Can a Bankrupt’s HDB be Seized? HDB FAQs for Bankrupts

Last updated on August 23, 2019

Big hand taking house away from man cartoon

Filing for bankruptcy often seems like a terrifying proposition, with many imagining the worst and believing that, once declared bankrupt, they will lose all rights and privileges.

However, this cannot be further from the truth, for there still remains laws in place to protect bankrupts from being exploited or completely left to fend for themselves.

One of the most pressing concerns individuals typically have is whether they will still be able to have a roof over their heads after filing for bankruptcy. This article thus seeks to clarify some of the doubts you may have regarding this issue and, hopefully, bring you greater peace of mind over your present situation.

Can a Bankrupt’s HDB Flat be Seized and Sold to Repay Creditors?

As long as at least 1 owner of a Housing and Development Board (HDB) flat is a Singapore Citizen, the flat is protected from creditors by law and cannot be sold or taken over by the Official Assignee (OA).

The OA manages the affairs and estates of bankrupts, and has a duty to raise money or make advances for the purposes of the estate in order to fund repayments to creditors, among others.

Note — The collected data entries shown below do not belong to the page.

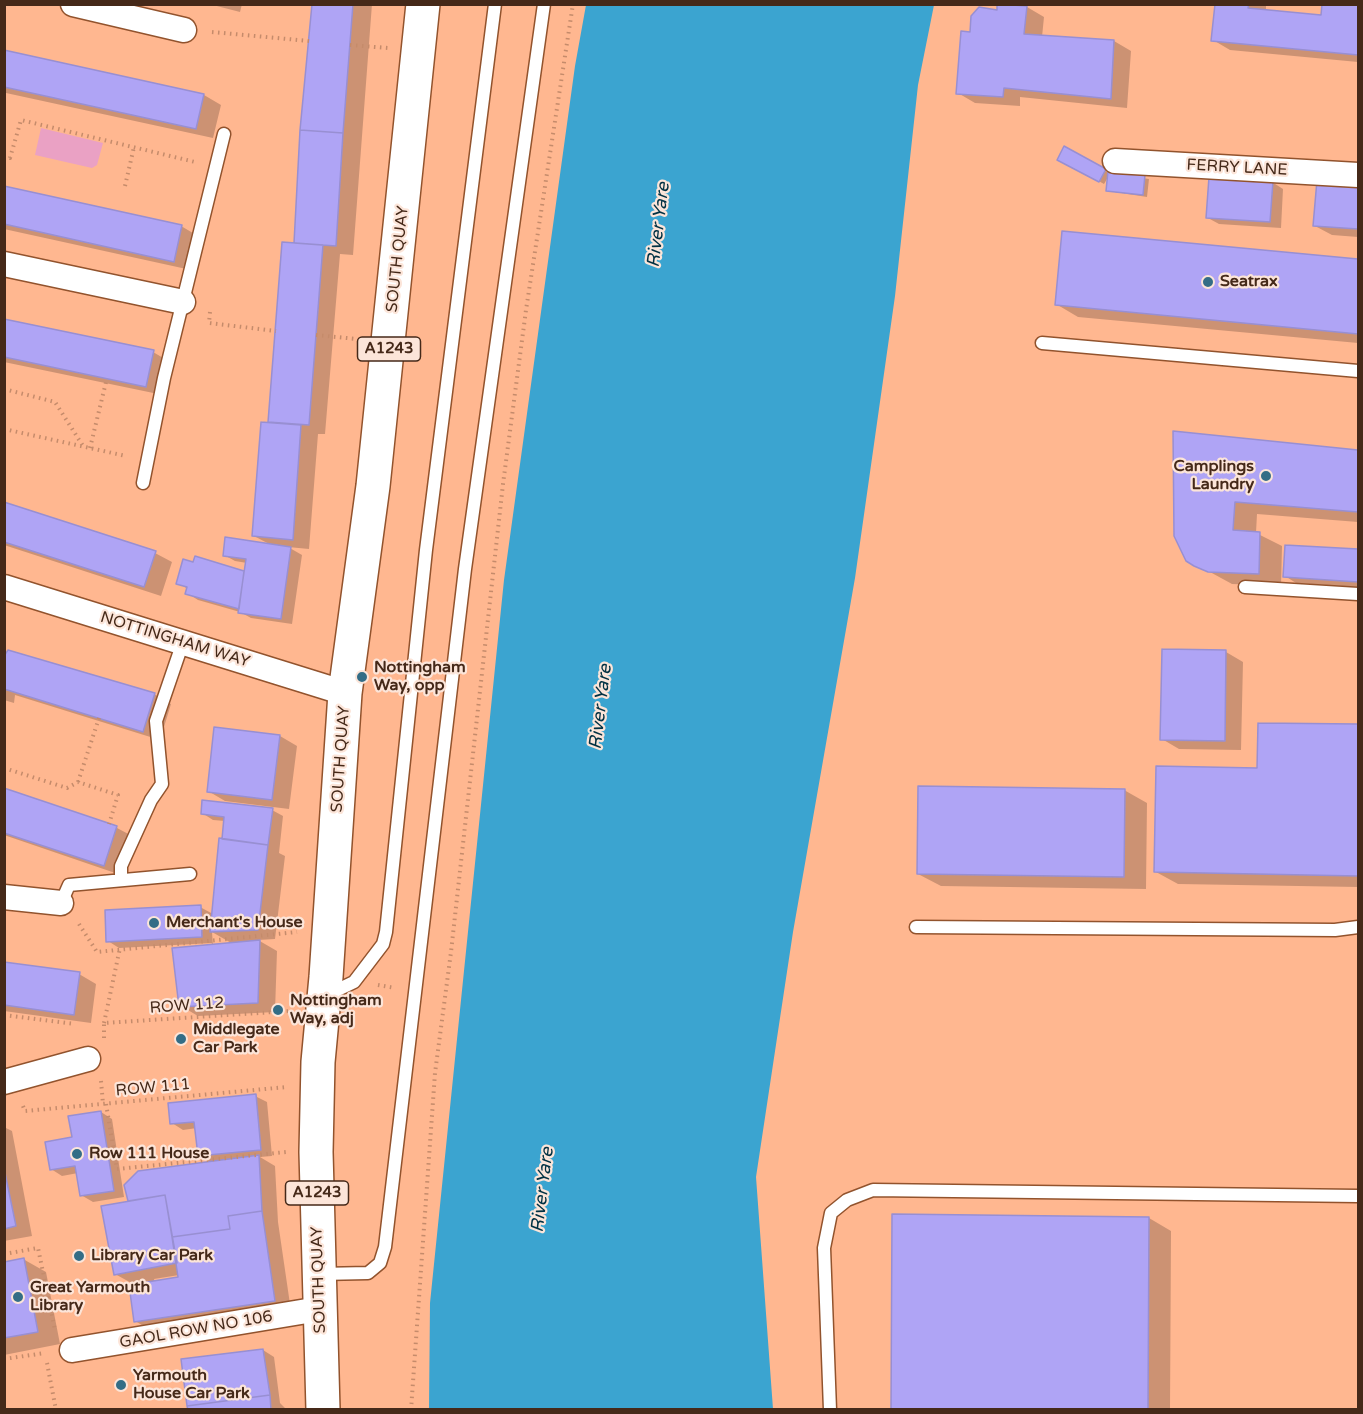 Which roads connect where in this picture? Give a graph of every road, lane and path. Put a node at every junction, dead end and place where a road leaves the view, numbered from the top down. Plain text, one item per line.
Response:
1 (73, 4) edge
2 (423, 4) edge
3 (495, 4) edge
4 (544, 4) edge
5 (573, 4) edge
6 (184, 30) joint
7 (309, 41) dead end
8 (224, 134) dead end
9 (134, 147) junction
10 (4, 156) edge
11 (1115, 161) dead end
12 (216, 168) junction
13 (1359, 175) edge
14 (125, 186) dead end
15 (4, 264) edge
16 (183, 302) junction
17 (276, 331) dead end
18 (316, 335) dead end
19 (389, 342) junction
20 (1042, 343) dead end
21 (1359, 371) edge
22 (107, 378) dead end
23 (4, 389) edge
24 (4, 429) edge
25 (83, 447) junction
26 (90, 448) junction
27 (147, 461) junction
28 (143, 483) dead end
29 (4, 587) edge
30 (1245, 588) dead end
31 (1359, 594) edge
32 (183, 642) junction
33 (345, 693) junction
34 (99, 718) dead end
35 (4, 768) edge
36 (78, 782) junction
37 (109, 824) dead end
38 (190, 874) dead end
39 (121, 880) junction
40 (4, 897) edge
41 (61, 903) junction
42 (915, 927) dead end
43 (1359, 927) edge
44 (329, 929) junction
45 (120, 948) junction
46 (354, 982) junction
47 (415, 991) junction
48 (446, 996) junction
49 (322, 1003) junction
50 (4, 1015) edge
51 (104, 1023) junction
52 (75, 1024) dead end
53 (88, 1059) joint
54 (7, 1081) edge
55 (318, 1085) junction
56 (106, 1104) junction
57 (316, 1152) junction
58 (1359, 1196) edge
59 (4, 1254) edge
60 (319, 1274) junction
61 (319, 1309) junction
62 (65, 1351) junction
63 (45, 1354) junction
64 (4, 1359) edge
65 (56, 1410) edge
66 (323, 1410) edge
67 (411, 1410) edge
68 (830, 1410) edge

1 - 6 street
2 - 19 main road, SOUTH QUAY / A1243
3 - 46 lane
4 - 47 lane
5 - 48 path
6 - 7 path
8 - 12 lane
9 - 10 path
9 - 12 path
9 - 14 path
11 - 13 street, FERRY LANE
12 - 16 lane
15 - 16 street
16 - 17 path
16 - 27 lane
18 - 19 path
19 - 33 main road, SOUTH QUAY / A1243
20 - 21 lane
22 - 26 path
23 - 25 path
24 - 25 path
25 - 26 path
26 - 27 path
27 - 28 lane
29 - 32 street, NOTTINGHAM WAY
30 - 31 lane
32 - 33 street, NOTTINGHAM WAY
32 - 39 lane
33 - 44 main road, SOUTH QUAY / A1243
34 - 36 path
35 - 36 path
36 - 37 path
38 - 39 lane
39 - 41 lane
40 - 41 street
41 - 45 path
42 - 43 lane
44 - 45 path
44 - 49 main road, SOUTH QUAY / A1243
45 - 51 path
46 - 47 path
46 - 49 lane
47 - 48 path
47 - 60 lane
48 - 67 path
49 - 51 path, ROW 112
49 - 55 main road, SOUTH QUAY / A1243
50 - 52 path
51 - 53 path
53 - 54 street
54 - 56 path, ROW 111
55 - 56 path, ROW 111
55 - 57 main road, SOUTH QUAY / A1243
56 - 57 path
57 - 60 main road, SOUTH QUAY / A1243
58 - 68 lane
59 - 62 path
60 - 61 main road, SOUTH QUAY / A1243
61 - 62 street, GAOL ROW NO 106
61 - 66 main road, SOUTH QUAY / A1243
62 - 63 path
63 - 64 path
63 - 65 path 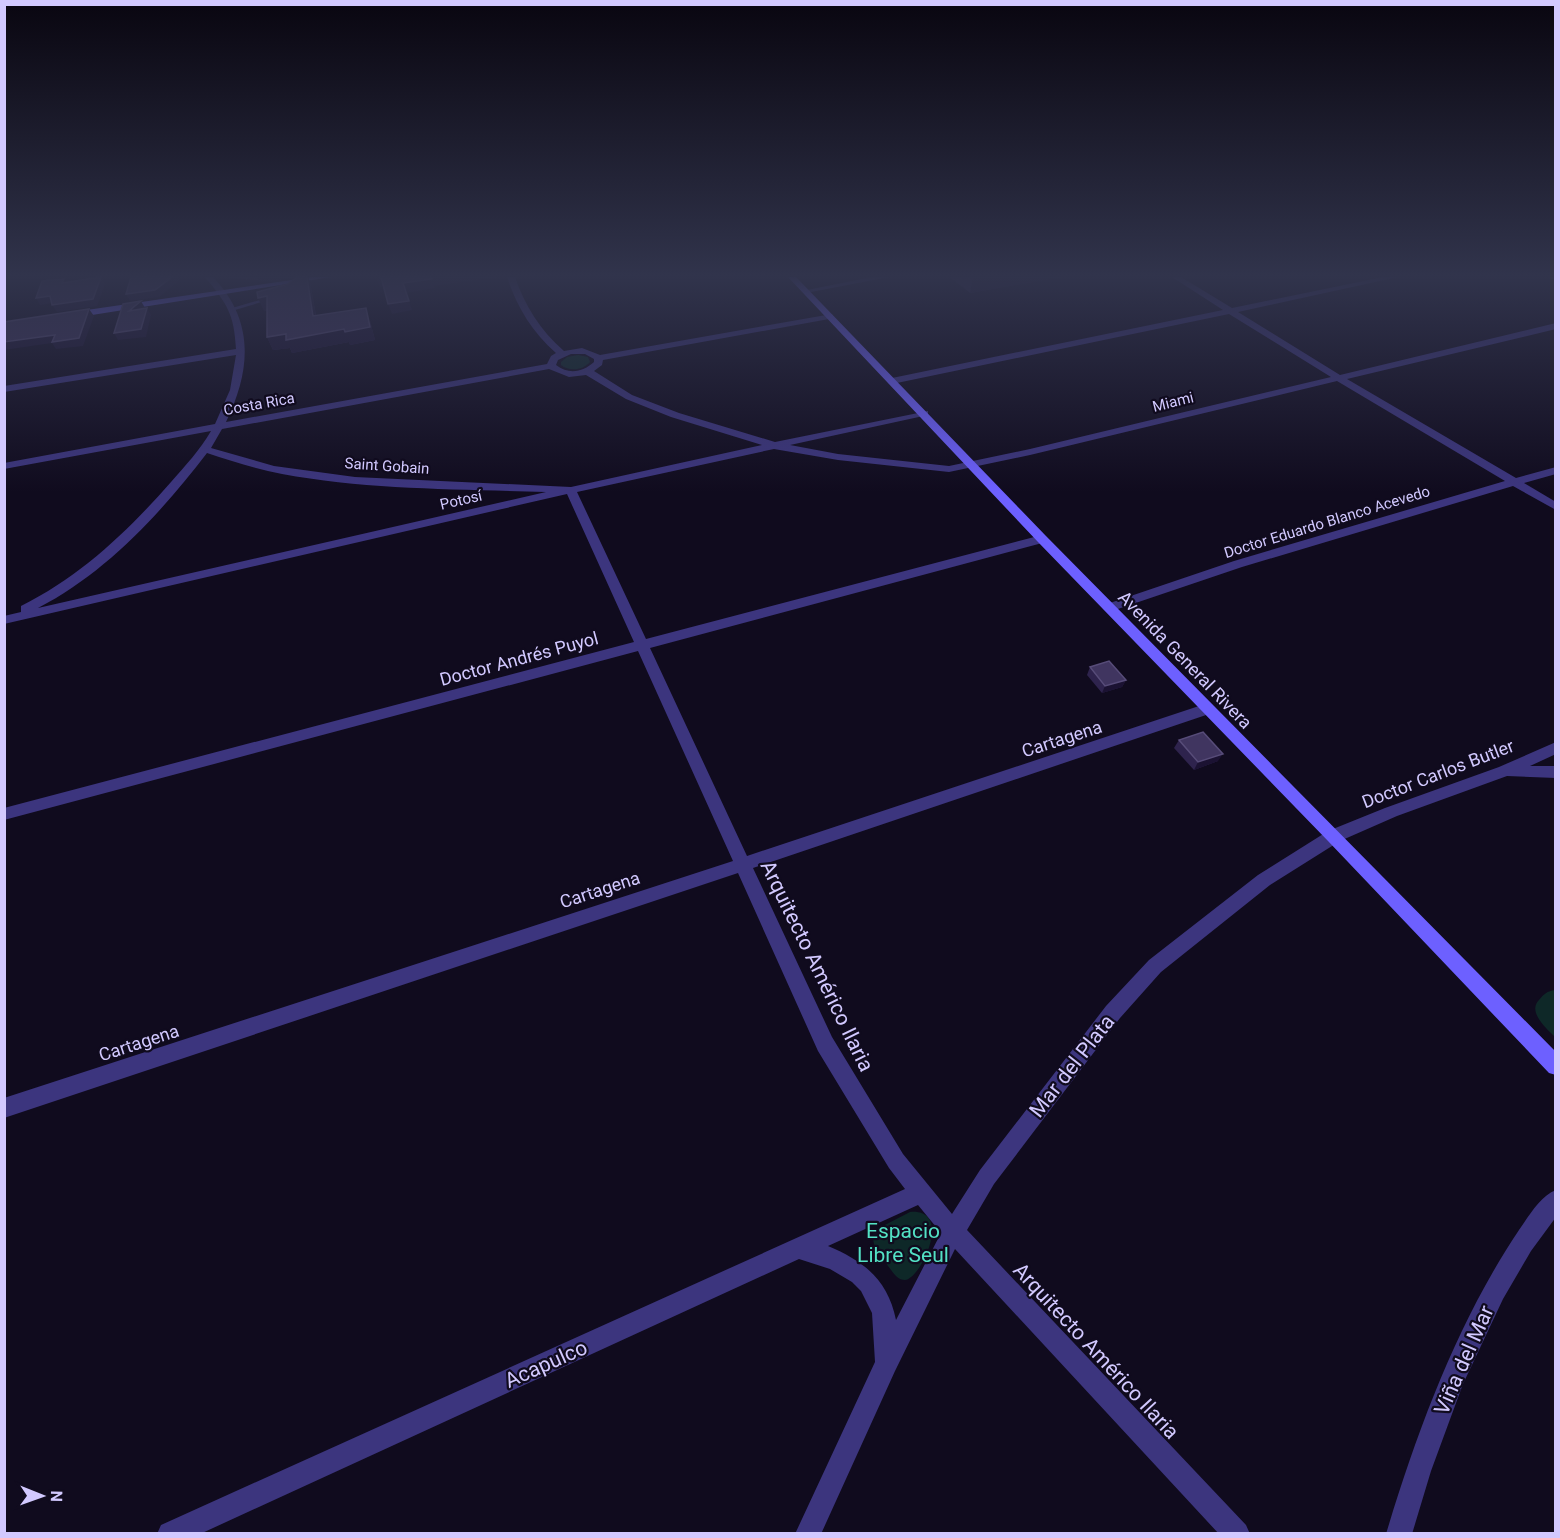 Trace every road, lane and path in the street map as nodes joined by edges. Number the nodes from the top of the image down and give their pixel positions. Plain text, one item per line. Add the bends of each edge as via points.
1 (555, 349) edge
2 (649, 349) edge
3 (861, 349) edge
4 (1045, 349) edge
5 (1292, 349) edge
6 (1458, 349) edge
7 (241, 351) joint
8 (561, 354) junction
9 (598, 358) junction
10 (551, 366) junction
11 (587, 371) junction
12 (1337, 377) junction
13 (892, 381) junction
14 (4, 389) edge
15 (924, 413) junction
16 (219, 427) junction
17 (776, 446) junction
18 (204, 449) junction
19 (972, 465) junction
20 (4, 466) edge
21 (1556, 470) edge
22 (1514, 482) junction
23 (571, 490) junction
24 (1556, 507) edge
25 (1042, 539) junction
26 (1109, 608) junction
27 (4, 620) edge
28 (642, 645) junction
29 (1207, 709) junction
30 (1556, 747) edge
31 (1504, 771) junction
32 (1556, 772) edge
33 (4, 814) edge
34 (1334, 836) junction
35 (741, 864) junction
36 (1556, 1066) edge
37 (4, 1108) edge
38 (922, 1192) junction
39 (1556, 1200) edge
40 (952, 1230) junction
41 (801, 1249) junction
42 (886, 1363) junction
43 (170, 1533) edge
44 (808, 1533) edge
45 (1237, 1533) edge
46 (1399, 1533) edge

1 - 8 street
2 - 9 street
3 - 13 main road, Avenida General Rivera
4 - 13 street
5 - 12 street
6 - 12 street, Miami
7 - 14 street
7 - 16 street via 235,387
8 - 9 street via 586,351
8 - 10 street via 551,361
9 - 11 street via 597,365
10 - 11 street, Costa Rica via 565,374
10 - 16 street, Costa Rica
11 - 17 street, Miami via 638,400 675,415
12 - 19 street, Miami
12 - 22 street
13 - 15 main road, Avenida General Rivera
15 - 17 street, Potosí
15 - 19 main road, Avenida General Rivera
16 - 18 street
16 - 20 street, Costa Rica
17 - 19 street, Miami via 925,468
17 - 23 street, Potosí
18 - 23 street, Saint Gobain via 284,471 340,478
18 - 27 street via 151,511 84,573 41,602
19 - 25 main road, Avenida General Rivera
21 - 22 street, Doctor Eduardo Blanco Acevedo
22 - 24 street
22 - 26 street, Doctor Eduardo Blanco Acevedo via 1238,564
23 - 27 street, Potosí
23 - 28 street, Arquitecto Américo Ilaria
25 - 26 main road, Avenida General Rivera
25 - 28 street, Doctor Andrés Puyol
26 - 29 main road, Avenida General Rivera
28 - 33 street, Doctor Andrés Puyol
28 - 35 street, Arquitecto Américo Ilaria
29 - 34 main road, Avenida General Rivera
29 - 35 street, Cartagena
30 - 31 street, Doctor Carlos Butler
31 - 32 street
31 - 34 street, Doctor Carlos Butler
34 - 36 main road, Avenida General Rivera
34 - 40 street, Mar del Plata via 1264,880 1155,966 1106,1021 987,1177
35 - 37 street, Cartagena
35 - 38 street, Arquitecto Américo Ilaria via 825,1044 896,1161
38 - 40 street, Arquitecto Américo Ilaria
38 - 41 street, Acapulco
39 - 46 street, Viña del Mar via 1540,1216 1514,1257 1470,1337
40 - 42 street, Mar del Plata
40 - 45 street, Arquitecto Américo Ilaria
41 - 42 street, Mar del Plata via 846,1263 872,1288 881,1306
41 - 43 street, Acapulco
42 - 44 street, Mar del Plata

However, if all the owners of your HDB flat are not Singaporean Citizens, you will need to surrender your flat to the OA. The OA has the right to forcefully seize possession of your HDB flat should you refuse to cooperate.

Do Bankrupts Still Need to Repay Their Existing Bank/HDB Housing Loans?

All individuals will still be required to continue servicing their bank/HDB housing loans after being declared bankrupt regardless of whether they are Singapore Citizens.

Therefore, even if your HDB flat will not be seized immediately upon you being declared bankrupt (because at least 1 owner of the HDB flat is a Singapore Citizen), the possibility remains open that you could still lose your home if you are unable to repay your mortgage loans.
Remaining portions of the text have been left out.